* _WHAT YOU SHOULD DO_:
As the lines appear below, please set them down exactly, starting at the first and finishing with the one containing "Write the network of the roads other than paths in this".

(Beginning of RECORDS FOR PROCESSING)

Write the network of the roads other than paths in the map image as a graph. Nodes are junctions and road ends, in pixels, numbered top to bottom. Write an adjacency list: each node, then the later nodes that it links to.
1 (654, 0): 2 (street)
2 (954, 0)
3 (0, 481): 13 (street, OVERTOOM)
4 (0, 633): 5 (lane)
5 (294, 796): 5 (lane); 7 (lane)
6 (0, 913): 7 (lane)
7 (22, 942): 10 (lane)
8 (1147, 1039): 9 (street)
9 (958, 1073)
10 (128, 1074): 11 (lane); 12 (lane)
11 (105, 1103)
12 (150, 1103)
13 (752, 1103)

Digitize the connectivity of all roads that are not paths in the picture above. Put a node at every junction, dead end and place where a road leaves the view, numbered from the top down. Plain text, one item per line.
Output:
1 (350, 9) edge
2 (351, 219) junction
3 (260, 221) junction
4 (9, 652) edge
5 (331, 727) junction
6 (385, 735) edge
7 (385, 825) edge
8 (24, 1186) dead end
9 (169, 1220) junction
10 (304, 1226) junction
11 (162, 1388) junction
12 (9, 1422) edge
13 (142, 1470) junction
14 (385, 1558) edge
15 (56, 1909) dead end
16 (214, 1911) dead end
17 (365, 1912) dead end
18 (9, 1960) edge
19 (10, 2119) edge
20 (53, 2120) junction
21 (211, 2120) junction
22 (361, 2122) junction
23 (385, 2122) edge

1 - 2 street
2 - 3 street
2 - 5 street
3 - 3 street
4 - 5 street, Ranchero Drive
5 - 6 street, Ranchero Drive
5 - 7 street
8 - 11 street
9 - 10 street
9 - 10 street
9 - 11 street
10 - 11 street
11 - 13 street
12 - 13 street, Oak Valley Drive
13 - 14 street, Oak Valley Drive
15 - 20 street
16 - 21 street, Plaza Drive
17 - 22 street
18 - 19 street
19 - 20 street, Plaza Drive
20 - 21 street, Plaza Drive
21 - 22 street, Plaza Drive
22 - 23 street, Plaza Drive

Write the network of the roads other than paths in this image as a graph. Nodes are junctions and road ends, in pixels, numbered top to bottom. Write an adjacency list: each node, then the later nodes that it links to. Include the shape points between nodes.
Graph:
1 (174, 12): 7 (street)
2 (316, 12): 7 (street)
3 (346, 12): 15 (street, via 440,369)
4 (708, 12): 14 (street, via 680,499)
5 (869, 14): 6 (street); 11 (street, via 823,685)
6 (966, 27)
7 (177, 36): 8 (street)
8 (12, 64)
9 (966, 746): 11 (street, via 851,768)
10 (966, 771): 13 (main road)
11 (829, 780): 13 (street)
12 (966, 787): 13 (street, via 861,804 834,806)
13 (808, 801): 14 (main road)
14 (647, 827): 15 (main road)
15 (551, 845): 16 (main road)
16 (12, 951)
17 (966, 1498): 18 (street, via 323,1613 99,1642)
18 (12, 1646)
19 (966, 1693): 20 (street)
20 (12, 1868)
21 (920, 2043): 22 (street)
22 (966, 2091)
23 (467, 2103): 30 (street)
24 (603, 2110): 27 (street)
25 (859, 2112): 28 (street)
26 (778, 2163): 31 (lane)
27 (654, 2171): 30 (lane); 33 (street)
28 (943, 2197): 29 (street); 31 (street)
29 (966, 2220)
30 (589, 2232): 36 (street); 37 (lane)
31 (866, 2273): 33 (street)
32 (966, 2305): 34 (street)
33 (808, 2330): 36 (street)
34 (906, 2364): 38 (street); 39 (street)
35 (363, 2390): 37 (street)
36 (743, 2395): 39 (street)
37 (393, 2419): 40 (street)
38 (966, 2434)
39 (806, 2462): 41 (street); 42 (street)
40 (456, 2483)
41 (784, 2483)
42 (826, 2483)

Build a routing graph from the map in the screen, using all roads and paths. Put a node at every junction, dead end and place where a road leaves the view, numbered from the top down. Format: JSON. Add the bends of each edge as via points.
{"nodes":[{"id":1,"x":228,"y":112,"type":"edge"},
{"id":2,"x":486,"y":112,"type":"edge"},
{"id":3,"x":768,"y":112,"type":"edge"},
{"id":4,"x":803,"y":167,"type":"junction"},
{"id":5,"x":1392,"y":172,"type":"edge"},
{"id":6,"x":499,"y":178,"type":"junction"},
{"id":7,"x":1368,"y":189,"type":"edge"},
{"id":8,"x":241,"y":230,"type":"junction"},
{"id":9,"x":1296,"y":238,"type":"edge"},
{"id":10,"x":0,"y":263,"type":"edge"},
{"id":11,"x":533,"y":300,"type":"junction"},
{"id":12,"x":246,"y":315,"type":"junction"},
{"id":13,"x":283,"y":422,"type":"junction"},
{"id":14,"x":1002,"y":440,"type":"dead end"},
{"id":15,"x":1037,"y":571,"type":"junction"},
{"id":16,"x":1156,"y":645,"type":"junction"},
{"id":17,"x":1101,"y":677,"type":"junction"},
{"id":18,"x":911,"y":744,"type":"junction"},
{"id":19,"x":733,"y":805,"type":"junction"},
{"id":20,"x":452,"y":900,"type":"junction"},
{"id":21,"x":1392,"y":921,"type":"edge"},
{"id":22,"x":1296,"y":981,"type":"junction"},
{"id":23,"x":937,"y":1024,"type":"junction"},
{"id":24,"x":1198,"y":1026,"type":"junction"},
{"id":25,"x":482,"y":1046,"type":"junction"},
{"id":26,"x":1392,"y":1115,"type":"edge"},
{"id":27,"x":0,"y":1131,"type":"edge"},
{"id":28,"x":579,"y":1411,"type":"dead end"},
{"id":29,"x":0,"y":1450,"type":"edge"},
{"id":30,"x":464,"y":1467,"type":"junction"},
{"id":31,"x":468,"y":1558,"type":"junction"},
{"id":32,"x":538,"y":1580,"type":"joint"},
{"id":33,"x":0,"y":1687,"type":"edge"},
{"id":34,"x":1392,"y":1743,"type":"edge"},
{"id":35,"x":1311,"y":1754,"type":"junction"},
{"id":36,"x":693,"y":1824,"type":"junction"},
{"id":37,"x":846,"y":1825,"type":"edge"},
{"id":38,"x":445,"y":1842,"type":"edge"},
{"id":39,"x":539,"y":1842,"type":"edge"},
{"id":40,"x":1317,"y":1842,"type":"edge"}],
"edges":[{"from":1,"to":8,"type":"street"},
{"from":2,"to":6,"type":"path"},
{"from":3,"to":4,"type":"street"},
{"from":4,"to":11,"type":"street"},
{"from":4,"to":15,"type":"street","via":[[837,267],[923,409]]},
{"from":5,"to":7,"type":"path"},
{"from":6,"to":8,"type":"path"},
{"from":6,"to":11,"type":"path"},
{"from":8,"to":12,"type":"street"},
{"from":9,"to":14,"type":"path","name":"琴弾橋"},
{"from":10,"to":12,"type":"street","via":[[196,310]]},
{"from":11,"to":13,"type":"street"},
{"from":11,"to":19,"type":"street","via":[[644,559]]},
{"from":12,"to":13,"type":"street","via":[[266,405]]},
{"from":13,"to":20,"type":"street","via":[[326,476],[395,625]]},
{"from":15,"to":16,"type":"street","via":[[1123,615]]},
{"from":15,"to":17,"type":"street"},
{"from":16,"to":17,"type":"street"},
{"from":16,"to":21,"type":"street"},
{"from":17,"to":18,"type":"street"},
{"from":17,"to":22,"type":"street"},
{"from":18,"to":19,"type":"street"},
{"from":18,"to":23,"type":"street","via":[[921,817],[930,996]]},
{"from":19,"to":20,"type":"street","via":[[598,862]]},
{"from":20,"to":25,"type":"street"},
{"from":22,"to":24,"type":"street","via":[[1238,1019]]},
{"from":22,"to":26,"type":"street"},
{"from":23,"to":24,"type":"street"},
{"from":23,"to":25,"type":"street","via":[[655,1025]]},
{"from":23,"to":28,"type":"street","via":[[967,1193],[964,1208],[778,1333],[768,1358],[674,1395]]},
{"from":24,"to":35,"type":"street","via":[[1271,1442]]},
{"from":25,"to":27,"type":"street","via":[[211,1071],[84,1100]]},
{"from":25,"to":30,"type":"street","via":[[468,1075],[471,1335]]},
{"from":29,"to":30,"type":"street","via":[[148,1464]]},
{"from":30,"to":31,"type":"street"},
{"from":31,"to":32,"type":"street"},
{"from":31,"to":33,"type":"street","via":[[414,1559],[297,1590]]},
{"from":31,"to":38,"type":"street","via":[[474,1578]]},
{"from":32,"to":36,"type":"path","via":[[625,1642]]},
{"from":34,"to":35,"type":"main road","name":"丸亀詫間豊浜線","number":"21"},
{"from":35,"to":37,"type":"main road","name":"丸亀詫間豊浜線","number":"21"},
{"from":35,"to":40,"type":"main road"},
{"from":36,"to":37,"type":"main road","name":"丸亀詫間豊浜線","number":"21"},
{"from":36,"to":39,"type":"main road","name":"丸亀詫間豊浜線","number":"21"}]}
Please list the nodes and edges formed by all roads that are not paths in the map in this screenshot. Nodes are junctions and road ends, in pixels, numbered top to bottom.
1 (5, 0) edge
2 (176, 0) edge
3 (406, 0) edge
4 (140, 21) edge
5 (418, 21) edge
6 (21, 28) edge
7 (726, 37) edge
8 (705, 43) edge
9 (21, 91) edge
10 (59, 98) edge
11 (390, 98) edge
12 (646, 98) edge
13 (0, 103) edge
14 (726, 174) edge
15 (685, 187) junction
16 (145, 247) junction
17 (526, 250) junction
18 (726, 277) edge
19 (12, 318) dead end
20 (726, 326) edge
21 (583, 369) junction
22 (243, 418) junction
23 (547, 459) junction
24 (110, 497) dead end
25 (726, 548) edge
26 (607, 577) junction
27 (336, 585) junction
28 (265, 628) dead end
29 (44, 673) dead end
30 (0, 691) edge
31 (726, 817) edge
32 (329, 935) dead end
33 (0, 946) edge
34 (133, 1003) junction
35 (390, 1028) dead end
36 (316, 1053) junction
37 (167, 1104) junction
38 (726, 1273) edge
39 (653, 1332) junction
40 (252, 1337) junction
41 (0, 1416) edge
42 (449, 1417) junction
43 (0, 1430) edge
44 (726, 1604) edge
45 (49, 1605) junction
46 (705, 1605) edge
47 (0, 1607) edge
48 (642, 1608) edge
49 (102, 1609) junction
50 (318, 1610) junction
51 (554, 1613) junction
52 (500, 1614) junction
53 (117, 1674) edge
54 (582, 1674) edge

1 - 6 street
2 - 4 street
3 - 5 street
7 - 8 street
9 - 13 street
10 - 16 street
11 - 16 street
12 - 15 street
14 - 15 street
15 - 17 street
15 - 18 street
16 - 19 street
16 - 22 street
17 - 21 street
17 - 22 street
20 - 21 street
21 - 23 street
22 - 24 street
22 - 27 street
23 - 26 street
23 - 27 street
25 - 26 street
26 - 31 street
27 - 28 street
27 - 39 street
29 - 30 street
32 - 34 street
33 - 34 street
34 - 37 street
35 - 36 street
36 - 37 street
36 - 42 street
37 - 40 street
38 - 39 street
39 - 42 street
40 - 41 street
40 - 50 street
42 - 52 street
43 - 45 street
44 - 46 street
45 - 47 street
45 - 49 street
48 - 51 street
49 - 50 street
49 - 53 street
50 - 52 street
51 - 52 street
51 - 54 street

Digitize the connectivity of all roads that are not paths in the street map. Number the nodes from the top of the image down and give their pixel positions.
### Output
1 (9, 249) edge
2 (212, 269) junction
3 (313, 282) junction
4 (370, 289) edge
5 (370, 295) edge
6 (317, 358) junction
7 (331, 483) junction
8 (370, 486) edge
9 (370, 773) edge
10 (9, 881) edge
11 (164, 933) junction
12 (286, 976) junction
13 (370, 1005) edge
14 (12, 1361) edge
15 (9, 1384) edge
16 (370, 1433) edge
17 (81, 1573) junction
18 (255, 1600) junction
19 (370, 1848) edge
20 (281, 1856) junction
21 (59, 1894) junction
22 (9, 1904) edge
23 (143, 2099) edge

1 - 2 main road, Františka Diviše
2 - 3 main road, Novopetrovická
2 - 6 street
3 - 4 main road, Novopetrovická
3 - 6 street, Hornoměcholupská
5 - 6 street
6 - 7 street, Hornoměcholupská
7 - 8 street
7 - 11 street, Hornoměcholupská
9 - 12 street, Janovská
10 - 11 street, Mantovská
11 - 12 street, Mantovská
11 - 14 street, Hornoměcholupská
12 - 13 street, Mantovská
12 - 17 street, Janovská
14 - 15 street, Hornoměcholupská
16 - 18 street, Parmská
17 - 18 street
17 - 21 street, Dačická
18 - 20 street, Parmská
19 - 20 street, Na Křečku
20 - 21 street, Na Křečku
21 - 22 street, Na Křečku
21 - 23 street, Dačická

(End of RECORDS FOR PROCESSING)

* _ANSWER BELOW_:
Write the network of the roads other than paths in the map image as a graph. Nodes are junctions and road ends, in pixels, numbered top to bottom. Write an adjacency list: each node, then the later nodes that it links to.
1 (654, 0): 2 (street)
2 (954, 0)
3 (0, 481): 13 (street, OVERTOOM)
4 (0, 633): 5 (lane)
5 (294, 796): 5 (lane); 7 (lane)
6 (0, 913): 7 (lane)
7 (22, 942): 10 (lane)
8 (1147, 1039): 9 (street)
9 (958, 1073)
10 (128, 1074): 11 (lane); 12 (lane)
11 (105, 1103)
12 (150, 1103)
13 (752, 1103)

Digitize the connectivity of all roads that are not paths in the picture above. Put a node at every junction, dead end and place where a road leaves the view, numbered from the top down. Plain text, one item per line.
Output:
1 (350, 9) edge
2 (351, 219) junction
3 (260, 221) junction
4 (9, 652) edge
5 (331, 727) junction
6 (385, 735) edge
7 (385, 825) edge
8 (24, 1186) dead end
9 (169, 1220) junction
10 (304, 1226) junction
11 (162, 1388) junction
12 (9, 1422) edge
13 (142, 1470) junction
14 (385, 1558) edge
15 (56, 1909) dead end
16 (214, 1911) dead end
17 (365, 1912) dead end
18 (9, 1960) edge
19 (10, 2119) edge
20 (53, 2120) junction
21 (211, 2120) junction
22 (361, 2122) junction
23 (385, 2122) edge

1 - 2 street
2 - 3 street
2 - 5 street
3 - 3 street
4 - 5 street, Ranchero Drive
5 - 6 street, Ranchero Drive
5 - 7 street
8 - 11 street
9 - 10 street
9 - 10 street
9 - 11 street
10 - 11 street
11 - 13 street
12 - 13 street, Oak Valley Drive
13 - 14 street, Oak Valley Drive
15 - 20 street
16 - 21 street, Plaza Drive
17 - 22 street
18 - 19 street
19 - 20 street, Plaza Drive
20 - 21 street, Plaza Drive
21 - 22 street, Plaza Drive
22 - 23 street, Plaza Drive

Write the network of the roads other than paths in this image as a graph. Nodes are junctions and road ends, in pixels, numbered top to bottom. Write an adjacency list: each node, then the later nodes that it links to. Include the shape points between nodes.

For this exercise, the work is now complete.